> [Your assignment]:
If a line in the entries below includes "Gelang", show that line.

> [Data to process]:
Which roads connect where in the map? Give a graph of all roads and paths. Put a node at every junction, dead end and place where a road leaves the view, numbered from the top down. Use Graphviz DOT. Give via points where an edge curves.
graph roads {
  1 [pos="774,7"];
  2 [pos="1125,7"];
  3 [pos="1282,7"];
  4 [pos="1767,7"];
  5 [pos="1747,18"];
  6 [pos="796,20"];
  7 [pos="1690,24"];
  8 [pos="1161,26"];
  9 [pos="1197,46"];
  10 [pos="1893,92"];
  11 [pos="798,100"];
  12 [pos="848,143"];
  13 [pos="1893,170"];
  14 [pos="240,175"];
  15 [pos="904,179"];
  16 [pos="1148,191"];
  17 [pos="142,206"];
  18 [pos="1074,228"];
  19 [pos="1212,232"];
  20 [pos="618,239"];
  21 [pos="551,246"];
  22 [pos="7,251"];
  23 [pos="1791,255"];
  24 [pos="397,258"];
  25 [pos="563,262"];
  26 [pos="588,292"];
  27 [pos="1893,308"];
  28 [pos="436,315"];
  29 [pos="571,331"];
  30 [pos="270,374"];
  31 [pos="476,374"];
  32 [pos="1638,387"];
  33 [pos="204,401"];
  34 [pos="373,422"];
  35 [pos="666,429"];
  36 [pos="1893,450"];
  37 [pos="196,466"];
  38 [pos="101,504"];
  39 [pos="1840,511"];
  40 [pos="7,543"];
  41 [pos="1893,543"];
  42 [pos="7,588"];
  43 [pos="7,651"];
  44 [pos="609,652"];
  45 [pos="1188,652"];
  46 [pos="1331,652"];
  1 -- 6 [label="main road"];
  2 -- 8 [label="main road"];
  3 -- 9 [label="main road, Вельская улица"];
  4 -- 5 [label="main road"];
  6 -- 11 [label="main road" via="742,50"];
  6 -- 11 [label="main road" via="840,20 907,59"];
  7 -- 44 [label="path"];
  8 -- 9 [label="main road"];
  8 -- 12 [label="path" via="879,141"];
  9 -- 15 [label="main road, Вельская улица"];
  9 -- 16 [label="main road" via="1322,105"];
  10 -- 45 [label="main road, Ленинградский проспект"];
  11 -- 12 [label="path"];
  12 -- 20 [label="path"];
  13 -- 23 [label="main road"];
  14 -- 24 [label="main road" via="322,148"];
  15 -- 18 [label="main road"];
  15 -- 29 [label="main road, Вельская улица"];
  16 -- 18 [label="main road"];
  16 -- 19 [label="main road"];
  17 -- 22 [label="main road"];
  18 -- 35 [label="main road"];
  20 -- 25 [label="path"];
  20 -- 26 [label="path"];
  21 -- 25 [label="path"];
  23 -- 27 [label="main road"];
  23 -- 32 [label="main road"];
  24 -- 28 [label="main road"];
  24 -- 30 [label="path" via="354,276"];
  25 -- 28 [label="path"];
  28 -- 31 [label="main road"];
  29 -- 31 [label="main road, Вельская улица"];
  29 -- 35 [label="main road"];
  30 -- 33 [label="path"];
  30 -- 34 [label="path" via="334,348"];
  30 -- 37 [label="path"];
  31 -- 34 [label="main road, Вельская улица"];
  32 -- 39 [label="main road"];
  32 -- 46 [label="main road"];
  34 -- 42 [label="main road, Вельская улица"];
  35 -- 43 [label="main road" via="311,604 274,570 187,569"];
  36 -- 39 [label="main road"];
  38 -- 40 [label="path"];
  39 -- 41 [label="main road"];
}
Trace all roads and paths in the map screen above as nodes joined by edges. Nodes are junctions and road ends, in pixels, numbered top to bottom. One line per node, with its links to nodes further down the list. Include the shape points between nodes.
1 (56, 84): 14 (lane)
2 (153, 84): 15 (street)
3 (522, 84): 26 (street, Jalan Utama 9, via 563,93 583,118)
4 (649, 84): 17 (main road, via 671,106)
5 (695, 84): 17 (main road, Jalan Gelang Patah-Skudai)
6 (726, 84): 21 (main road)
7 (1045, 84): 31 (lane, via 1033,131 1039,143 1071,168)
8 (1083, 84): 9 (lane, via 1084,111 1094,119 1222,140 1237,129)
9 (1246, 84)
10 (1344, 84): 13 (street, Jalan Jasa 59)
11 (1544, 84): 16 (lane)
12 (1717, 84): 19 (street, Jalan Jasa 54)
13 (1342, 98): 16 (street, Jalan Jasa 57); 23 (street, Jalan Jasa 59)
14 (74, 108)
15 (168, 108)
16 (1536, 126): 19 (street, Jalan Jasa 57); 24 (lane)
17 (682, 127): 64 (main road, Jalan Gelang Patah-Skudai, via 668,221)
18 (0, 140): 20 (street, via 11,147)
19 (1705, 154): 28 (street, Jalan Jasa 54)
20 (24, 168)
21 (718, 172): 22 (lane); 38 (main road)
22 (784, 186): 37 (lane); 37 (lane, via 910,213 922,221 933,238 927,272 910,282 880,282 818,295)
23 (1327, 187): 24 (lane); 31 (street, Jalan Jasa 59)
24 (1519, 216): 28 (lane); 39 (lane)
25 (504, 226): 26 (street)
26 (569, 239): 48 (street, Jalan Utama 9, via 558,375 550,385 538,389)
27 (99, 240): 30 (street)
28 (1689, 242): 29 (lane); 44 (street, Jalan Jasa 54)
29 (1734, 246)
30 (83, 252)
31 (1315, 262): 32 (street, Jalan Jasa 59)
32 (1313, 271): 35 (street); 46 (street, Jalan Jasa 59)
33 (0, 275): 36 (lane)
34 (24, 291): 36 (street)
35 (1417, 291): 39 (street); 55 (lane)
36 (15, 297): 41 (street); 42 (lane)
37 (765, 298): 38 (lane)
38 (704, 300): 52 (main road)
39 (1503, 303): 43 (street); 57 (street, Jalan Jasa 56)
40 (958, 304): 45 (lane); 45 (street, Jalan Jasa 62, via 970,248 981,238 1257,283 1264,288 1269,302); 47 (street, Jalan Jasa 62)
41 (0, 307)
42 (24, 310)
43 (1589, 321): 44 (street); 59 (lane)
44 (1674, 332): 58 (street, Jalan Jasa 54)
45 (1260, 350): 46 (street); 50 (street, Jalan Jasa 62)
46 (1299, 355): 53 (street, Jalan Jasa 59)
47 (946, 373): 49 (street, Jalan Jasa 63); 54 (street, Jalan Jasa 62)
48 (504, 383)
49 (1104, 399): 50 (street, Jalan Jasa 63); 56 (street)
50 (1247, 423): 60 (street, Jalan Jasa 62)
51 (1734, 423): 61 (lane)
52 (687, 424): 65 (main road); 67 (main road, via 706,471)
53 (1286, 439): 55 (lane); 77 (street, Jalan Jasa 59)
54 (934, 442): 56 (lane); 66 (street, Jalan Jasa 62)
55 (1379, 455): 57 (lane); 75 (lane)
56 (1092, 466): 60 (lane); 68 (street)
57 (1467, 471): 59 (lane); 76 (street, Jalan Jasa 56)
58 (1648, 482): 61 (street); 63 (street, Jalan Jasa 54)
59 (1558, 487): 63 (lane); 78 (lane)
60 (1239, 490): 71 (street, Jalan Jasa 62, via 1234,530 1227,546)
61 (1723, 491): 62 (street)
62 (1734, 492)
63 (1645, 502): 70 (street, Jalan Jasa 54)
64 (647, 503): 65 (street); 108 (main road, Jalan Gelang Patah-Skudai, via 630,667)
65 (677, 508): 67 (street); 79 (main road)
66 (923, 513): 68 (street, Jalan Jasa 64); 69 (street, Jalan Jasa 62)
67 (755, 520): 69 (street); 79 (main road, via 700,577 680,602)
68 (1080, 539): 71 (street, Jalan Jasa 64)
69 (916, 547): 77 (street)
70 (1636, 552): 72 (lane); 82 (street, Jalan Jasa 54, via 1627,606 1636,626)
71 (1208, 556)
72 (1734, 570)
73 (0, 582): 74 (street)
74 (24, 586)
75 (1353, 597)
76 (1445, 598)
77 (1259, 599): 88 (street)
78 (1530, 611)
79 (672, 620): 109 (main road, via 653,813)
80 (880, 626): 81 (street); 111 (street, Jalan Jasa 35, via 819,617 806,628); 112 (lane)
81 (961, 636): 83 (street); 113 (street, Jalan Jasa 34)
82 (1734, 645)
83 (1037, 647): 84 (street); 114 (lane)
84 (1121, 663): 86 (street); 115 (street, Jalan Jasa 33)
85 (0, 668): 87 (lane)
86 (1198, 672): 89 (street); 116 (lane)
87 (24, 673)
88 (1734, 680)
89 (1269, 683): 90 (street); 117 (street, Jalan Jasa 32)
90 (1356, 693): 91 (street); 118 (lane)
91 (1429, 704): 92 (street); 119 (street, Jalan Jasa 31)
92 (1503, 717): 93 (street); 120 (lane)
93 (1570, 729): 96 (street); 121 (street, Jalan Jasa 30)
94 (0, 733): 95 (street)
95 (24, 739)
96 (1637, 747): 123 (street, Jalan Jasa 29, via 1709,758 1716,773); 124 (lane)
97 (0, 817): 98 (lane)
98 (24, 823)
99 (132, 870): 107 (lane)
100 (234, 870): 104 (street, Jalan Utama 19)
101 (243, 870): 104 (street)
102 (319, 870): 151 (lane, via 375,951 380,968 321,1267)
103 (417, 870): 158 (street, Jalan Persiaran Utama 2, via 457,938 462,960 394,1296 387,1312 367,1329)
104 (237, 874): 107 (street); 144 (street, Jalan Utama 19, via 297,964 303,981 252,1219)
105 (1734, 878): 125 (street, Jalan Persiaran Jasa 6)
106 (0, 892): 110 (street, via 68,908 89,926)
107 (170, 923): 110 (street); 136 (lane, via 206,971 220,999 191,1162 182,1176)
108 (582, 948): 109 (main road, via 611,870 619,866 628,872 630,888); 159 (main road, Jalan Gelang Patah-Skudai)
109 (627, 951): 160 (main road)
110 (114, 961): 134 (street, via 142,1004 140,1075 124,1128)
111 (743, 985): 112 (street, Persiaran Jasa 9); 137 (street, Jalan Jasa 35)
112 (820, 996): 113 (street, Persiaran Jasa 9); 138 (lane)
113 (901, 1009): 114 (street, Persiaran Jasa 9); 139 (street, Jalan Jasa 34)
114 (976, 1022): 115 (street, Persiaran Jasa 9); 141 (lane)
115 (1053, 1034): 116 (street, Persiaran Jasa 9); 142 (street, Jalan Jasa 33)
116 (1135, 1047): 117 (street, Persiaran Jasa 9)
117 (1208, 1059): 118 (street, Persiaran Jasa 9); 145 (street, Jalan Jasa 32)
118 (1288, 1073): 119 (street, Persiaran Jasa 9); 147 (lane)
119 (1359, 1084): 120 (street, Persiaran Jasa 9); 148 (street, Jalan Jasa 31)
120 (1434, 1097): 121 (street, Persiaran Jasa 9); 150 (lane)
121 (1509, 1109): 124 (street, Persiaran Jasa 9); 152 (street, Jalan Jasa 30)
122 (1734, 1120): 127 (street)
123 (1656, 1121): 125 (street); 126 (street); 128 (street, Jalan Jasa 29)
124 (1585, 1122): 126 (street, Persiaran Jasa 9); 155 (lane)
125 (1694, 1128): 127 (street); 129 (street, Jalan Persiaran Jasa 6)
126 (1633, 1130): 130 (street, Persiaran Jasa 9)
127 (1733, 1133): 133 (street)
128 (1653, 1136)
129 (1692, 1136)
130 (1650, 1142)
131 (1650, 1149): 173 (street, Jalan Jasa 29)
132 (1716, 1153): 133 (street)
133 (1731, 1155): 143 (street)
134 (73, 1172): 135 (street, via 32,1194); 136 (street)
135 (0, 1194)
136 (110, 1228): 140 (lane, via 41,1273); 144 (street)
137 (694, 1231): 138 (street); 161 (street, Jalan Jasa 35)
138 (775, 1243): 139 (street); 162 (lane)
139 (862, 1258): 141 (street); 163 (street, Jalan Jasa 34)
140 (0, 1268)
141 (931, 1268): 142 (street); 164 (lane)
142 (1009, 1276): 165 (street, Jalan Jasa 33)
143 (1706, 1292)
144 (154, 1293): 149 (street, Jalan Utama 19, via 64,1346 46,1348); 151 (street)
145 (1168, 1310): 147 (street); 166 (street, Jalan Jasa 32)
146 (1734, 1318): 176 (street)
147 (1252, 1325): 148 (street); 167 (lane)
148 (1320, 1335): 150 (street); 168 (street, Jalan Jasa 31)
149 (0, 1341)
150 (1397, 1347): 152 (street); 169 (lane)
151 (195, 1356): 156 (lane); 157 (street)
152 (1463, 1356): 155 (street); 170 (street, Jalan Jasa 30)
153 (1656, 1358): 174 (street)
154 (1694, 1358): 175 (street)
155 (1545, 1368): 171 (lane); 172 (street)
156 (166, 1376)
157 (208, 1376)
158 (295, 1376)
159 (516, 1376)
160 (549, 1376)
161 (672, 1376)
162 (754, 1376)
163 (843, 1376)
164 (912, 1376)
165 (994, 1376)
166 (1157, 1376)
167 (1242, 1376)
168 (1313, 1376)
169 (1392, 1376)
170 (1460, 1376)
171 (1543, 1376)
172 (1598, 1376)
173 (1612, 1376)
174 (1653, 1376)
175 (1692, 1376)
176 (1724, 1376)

> [Task response]:
5 (695, 84): 17 (main road, Jalan Gelang Patah-Skudai)
17 (682, 127): 64 (main road, Jalan Gelang Patah-Skudai, via 668,221)
64 (647, 503): 65 (street); 108 (main road, Jalan Gelang Patah-Skudai, via 630,667)
108 (582, 948): 109 (main road, via 611,870 619,866 628,872 630,888); 159 (main road, Jalan Gelang Patah-Skudai)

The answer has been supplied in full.